金色财经
金色财经|Jun 06, 2026 02:49
[Cathie Wood: The Next Phase of This Economic Cycle Will Feature Accelerated Growth, Declining Inflation, Lower Interest Rates, and a Stronger Dollar] According to a report by Jinse Finance, on June 6, ARK Invest CEO Cathie Wood, also known as "Wood Sister," posted an article stating that the latest employment report was very strong. Non-farm payrolls increased by 172,000, compared to market expectations of 88,000, and data from previous months was revised upward by 93,000. Wage growth was approximately 0.3%. However, the market declined. In our view, the market is misinterpreting this signal. It assumes that stronger-than-expected employment and economic growth will lead to accelerating inflation. But historical experience often suggests otherwise. Currently, productivity growth is close to 3%, while unit labor costs are around 0.5%. These figures are not characteristic of an inflationary boom but rather of healthy, productivity-driven growth, which tends to suppress inflation. Meanwhile, despite oil prices rising approximately 55% year-over-year on a three-month moving average basis, the yield curve continues to flatten. In past cycles, energy shocks of this magnitude typically steepened the yield curve when the Federal Reserve maintained a loose monetary policy.
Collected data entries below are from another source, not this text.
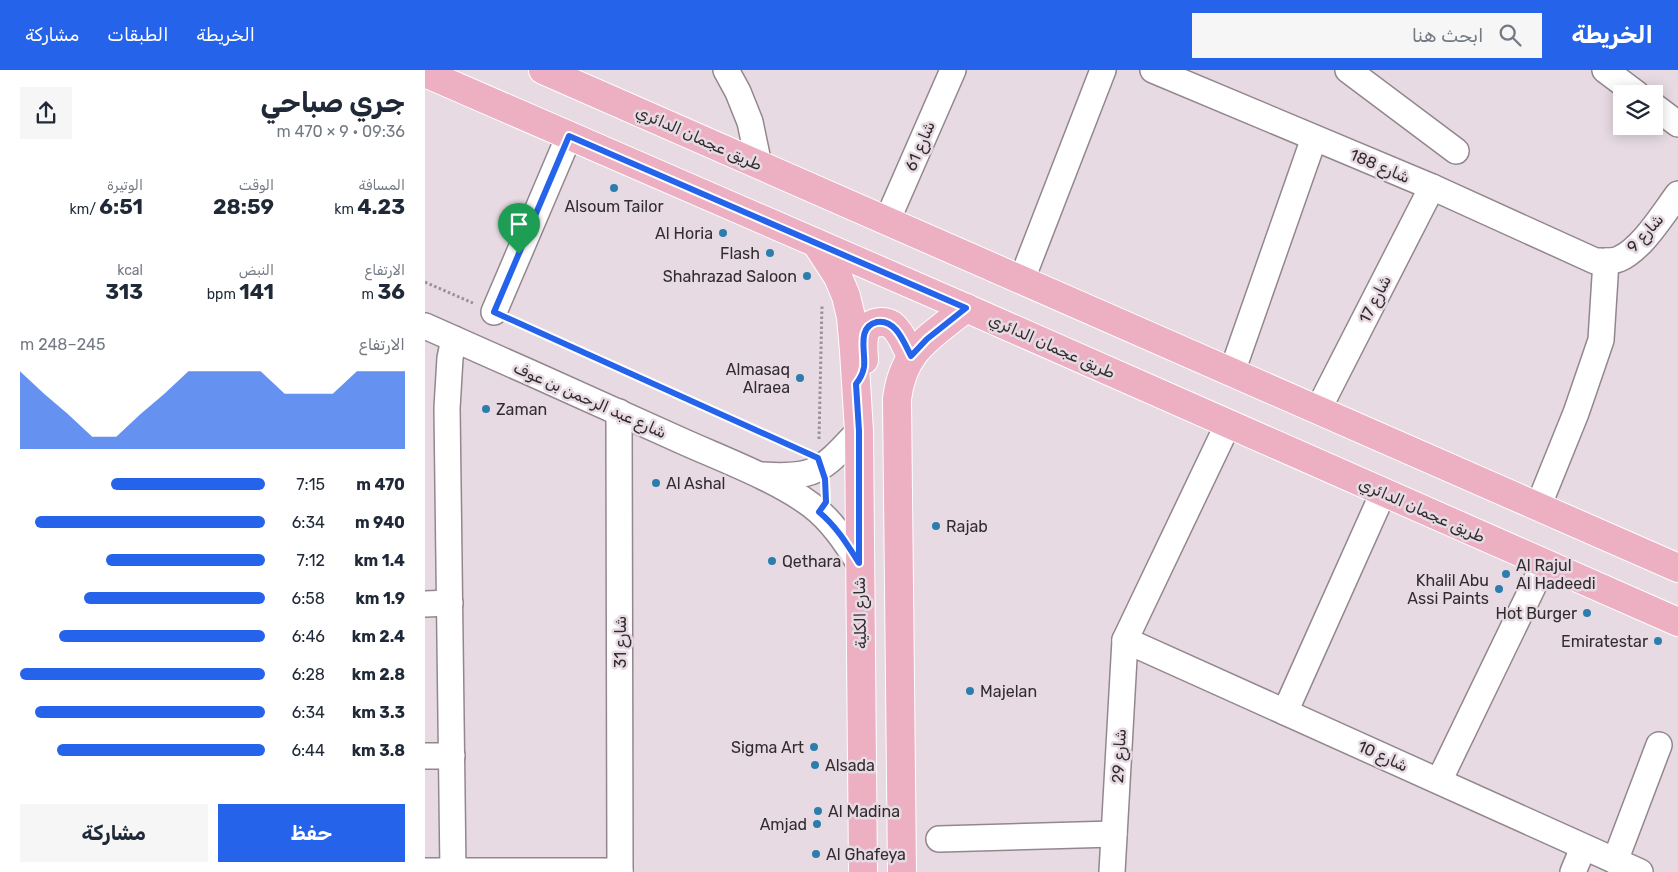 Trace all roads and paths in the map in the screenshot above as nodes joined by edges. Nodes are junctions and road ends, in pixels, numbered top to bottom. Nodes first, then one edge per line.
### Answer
1 (543, 70) edge
2 (726, 70) edge
3 (953, 70) edge
4 (1103, 70) edge
5 (1153, 70) edge
6 (1348, 70) edge
7 (1605, 70) edge
8 (425, 72) edge
9 (1625, 85) edge
10 (1663, 113) edge
11 (1678, 124) edge
12 (569, 136) junction
13 (1314, 138) junction
14 (1456, 151) dead end
15 (759, 165) junction
16 (1432, 188) junction
17 (1678, 194) edge
18 (887, 221) junction
19 (816, 243) junction
20 (1606, 261) junction
21 (1022, 279) junction
22 (425, 282) edge
23 (846, 296) junction
24 (966, 308) junction
25 (494, 312) junction
26 (425, 326) edge
27 (454, 339) junction
28 (911, 356) junction
29 (1232, 372) junction
30 (856, 384) junction
31 (1319, 410) junction
32 (619, 412) junction
33 (1228, 424) junction
34 (859, 431) junction
35 (819, 463) junction
36 (755, 474) junction
37 (1383, 493) junction
38 (1538, 506) junction
39 (1678, 546) edge
40 (1638, 551) junction
41 (859, 563) junction
42 (1544, 564) junction
43 (1678, 568) edge
44 (450, 603) junction
45 (425, 604) edge
46 (1678, 622) edge
47 (1125, 640) junction
48 (1285, 712) junction
49 (1659, 745) dead end
50 (425, 756) edge
51 (452, 756) junction
52 (1439, 781) junction
53 (1114, 834) junction
54 (939, 839) dead end
55 (1583, 848) junction
56 (1615, 861) junction
57 (425, 871) edge
58 (453, 871) edge
59 (620, 871) edge
60 (863, 872) edge
61 (902, 872) edge
62 (1112, 872) edge
63 (1573, 872) edge
64 (1640, 872) edge

1 - 15 main road, طريق عجمان الدائري
2 - 15 street
3 - 18 street, شارع 61
4 - 21 street
5 - 13 street, شارع 188
6 - 14 street
7 - 9 street
8 - 12 main road, طريق عجمان الدائري
10 - 11 street
12 - 19 main road, طريق عجمان الدائري
12 - 25 street
13 - 16 street, شارع 188
13 - 29 street
15 - 18 main road, طريق عجمان الدائري
16 - 20 street, شارع 188
16 - 31 street, شارع 17
17 - 20 street, شارع 9
18 - 21 main road, طريق عجمان الدائري
19 - 23 main road, شارع الكلية
19 - 24 main road, طريق عجمان الدائري
20 - 38 street
21 - 29 main road, طريق عجمان الدائري
22 - 25 path
23 - 30 main road, شارع الكلية
23 - 35 path
24 - 28 main road
24 - 33 main road, طريق عجمان الدائري
25 - 35 path
26 - 27 street, شارع عبد الرحمن بن عوف
27 - 32 street, شارع عبد الرحمن بن عوف
27 - 44 street
28 - 30 main road
28 - 61 main road
29 - 31 main road, طريق عجمان الدائري
30 - 34 main road, شارع الكلية
31 - 38 main road, طريق عجمان الدائري
32 - 36 street, شارع عبد الرحمن بن عوف
32 - 59 street, شارع 31
33 - 37 main road, طريق عجمان الدائري
33 - 47 street
34 - 35 street, شارع عبد الرحمن بن عوف
34 - 41 main road, شارع الكلية
35 - 36 street, شارع عبد الرحمن بن عوف
36 - 41 street, شارع عبد الرحمن بن عوف
37 - 42 main road, طريق عجمان الدائري
37 - 48 street
38 - 40 main road, طريق عجمان الدائري
39 - 40 main road
40 - 43 main road, طريق عجمان الدائري
41 - 60 main road, شارع الكلية
42 - 46 main road, طريق عجمان الدائري
42 - 52 street
44 - 45 street
44 - 51 street
47 - 48 street, شارع 10
47 - 53 street, شارع 29
48 - 52 street, شارع 10
49 - 56 street
50 - 51 street
51 - 58 street
52 - 55 street, شارع 10
53 - 54 street
53 - 62 street, شارع 29
55 - 56 street, شارع 10
55 - 63 street
56 - 64 street, شارع 10
57 - 58 street
58 - 59 street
However, this time, the bond market seems to be pricing in a more powerful force: the deflationary effects of technological innovation, particularly as artificial intelligence begins to enhance productivity across various sectors of the economy. If tensions with Iran ease and oil prices decline, we believe inflation could even enter negative territory by the end of the year. In our view, the Federal Reserve's aggressive rate hikes in 2022 in response to supply-driven inflation represented a historic policy mistake. We do not believe the next generation of monetary policymakers will be willing to repeat this error. Notably, gold peaked on the day Kevin Warsh was appointed. The inflation trade may already be over. If our research is correct, the next phase of this cycle may feature accelerated economic growth, declining inflation, lower interest rates, and a stronger dollar. This combination would create an extremely favorable environment for innovation-driven stocks and technologies that drive the next leap in productivity.